By combining the variables scored on MRI and during diagnostic arthroscopy, we attempted to make a combined prediction model. The absolute or probable absence of discal reduction evaluated on arthroscopic video was the only new significant variable in predicting improvement in main complaint in the short-term follow-up. Absence of discal reduction is mostly seen in patients suffering from ADDwoR. Patients with ADDwoR also tend to respond well on arthroscopy in other studies with success rates of up to 80% [19]. Part of the aetiology of ADDwoR is the presence of adhesions in the upper joint compartment. These adhesions are removed during a lysis and lavage procedure which can explain the success of arthroscopy in ADDwoR [9, 19]. The presence of adhesions during arthroscopy in patients suffering from internal derangement is also linked with a favourable outcome [11].
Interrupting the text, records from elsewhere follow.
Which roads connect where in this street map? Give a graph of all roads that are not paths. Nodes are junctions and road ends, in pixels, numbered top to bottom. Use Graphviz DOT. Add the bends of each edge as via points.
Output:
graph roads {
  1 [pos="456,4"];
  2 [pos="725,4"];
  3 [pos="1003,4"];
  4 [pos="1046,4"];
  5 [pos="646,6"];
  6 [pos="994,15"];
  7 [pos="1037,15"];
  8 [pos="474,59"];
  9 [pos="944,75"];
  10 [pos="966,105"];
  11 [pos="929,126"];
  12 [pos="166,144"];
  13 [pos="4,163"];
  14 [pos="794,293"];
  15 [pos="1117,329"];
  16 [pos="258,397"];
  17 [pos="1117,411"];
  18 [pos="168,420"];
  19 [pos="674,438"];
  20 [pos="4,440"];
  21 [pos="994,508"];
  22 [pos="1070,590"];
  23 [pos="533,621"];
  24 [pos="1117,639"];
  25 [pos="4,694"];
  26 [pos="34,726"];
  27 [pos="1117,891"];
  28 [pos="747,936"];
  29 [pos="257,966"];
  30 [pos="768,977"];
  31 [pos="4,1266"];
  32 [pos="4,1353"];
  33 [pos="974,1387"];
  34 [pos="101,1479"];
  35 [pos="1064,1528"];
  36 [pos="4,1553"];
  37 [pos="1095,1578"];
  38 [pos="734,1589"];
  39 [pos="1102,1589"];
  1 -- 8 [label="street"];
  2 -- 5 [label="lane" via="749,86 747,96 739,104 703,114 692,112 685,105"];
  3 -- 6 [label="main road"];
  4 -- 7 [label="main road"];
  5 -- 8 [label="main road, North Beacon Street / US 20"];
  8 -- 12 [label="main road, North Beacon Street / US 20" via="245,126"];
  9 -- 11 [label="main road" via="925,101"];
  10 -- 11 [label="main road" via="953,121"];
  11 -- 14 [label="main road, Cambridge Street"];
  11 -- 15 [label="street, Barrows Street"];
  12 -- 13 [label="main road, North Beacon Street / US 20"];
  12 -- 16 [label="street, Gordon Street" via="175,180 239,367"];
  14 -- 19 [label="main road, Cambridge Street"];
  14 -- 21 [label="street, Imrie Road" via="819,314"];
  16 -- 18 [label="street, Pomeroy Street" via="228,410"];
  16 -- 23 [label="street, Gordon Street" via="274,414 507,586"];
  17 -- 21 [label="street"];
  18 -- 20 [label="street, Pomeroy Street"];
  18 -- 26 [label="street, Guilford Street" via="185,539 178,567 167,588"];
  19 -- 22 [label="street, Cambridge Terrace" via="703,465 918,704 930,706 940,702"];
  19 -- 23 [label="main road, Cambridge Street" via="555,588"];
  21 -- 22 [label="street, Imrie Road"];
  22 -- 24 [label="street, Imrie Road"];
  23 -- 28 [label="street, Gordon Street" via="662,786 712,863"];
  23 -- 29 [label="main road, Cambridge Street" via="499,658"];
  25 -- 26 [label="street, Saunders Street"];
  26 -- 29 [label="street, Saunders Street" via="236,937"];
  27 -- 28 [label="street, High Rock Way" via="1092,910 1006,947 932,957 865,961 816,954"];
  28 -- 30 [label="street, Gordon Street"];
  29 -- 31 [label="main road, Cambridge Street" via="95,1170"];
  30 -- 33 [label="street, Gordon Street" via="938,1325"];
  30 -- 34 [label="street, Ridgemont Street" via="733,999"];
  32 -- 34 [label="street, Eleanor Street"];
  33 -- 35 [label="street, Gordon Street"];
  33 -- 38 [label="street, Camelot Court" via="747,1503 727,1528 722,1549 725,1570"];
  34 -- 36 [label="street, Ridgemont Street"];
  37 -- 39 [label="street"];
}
Our study had some limitations. The retrospective design increased the risk of bias and inaccurate data when reviewing patient records for the extraction of clinical parameters. Furthermore, because all arthroscopic videos were reviewed retrospectively, not being able to manipulate the scope during the assessment made the interpretation of the videos more difficult. In addition, while a stepwise regression model is a valuable tool for approaching considerable numbers of potential variables, it also has some drawbacks. If for example two variables are correlated strongly and both have a good relationship with the outcome, only one of those two variables is included in the model. This has the consequence that included variables can represent a group of variables that correlate strongly between themselves. Besides, a model selection is only successful for those patients where all variables are measured. This explains why results of the combined analysis differ from the separate analyses. Finally, a study population of 50 joints poses a statistical challenge and care should be taken to transfer these results to the general population.

Conclusion

In conclusion, patients presenting with TMD, should receive conservative treatment including reduction of joint loading by education, occlusal splints, NSAIDs or other pharmacological strategies for at least 3 to 6 months. When no or almost no improvement is observed, an MRI scan can be performed to further evaluate the underlying cause of the symptoms. MRI might also have a great potential in the future in predicting which patients might benefit the most from arthroscopic lysis and lavage. Disc shape and in particular the absolute or probable absence of a crumpled disc might be used as a predictive variable in patients suffering from TMD. The absence of eminence deformation on MRI also predicted better outcome in the medium-term follow-up. Perioperative findings such as DJD or absolute or probable absence of disc reduction might predict initial improvement of the main complaint. Future studies are indicated to further evaluate what clinical or radiographic variables will improve selection criteria for patients undergoing an arthroscopy of the TMJ.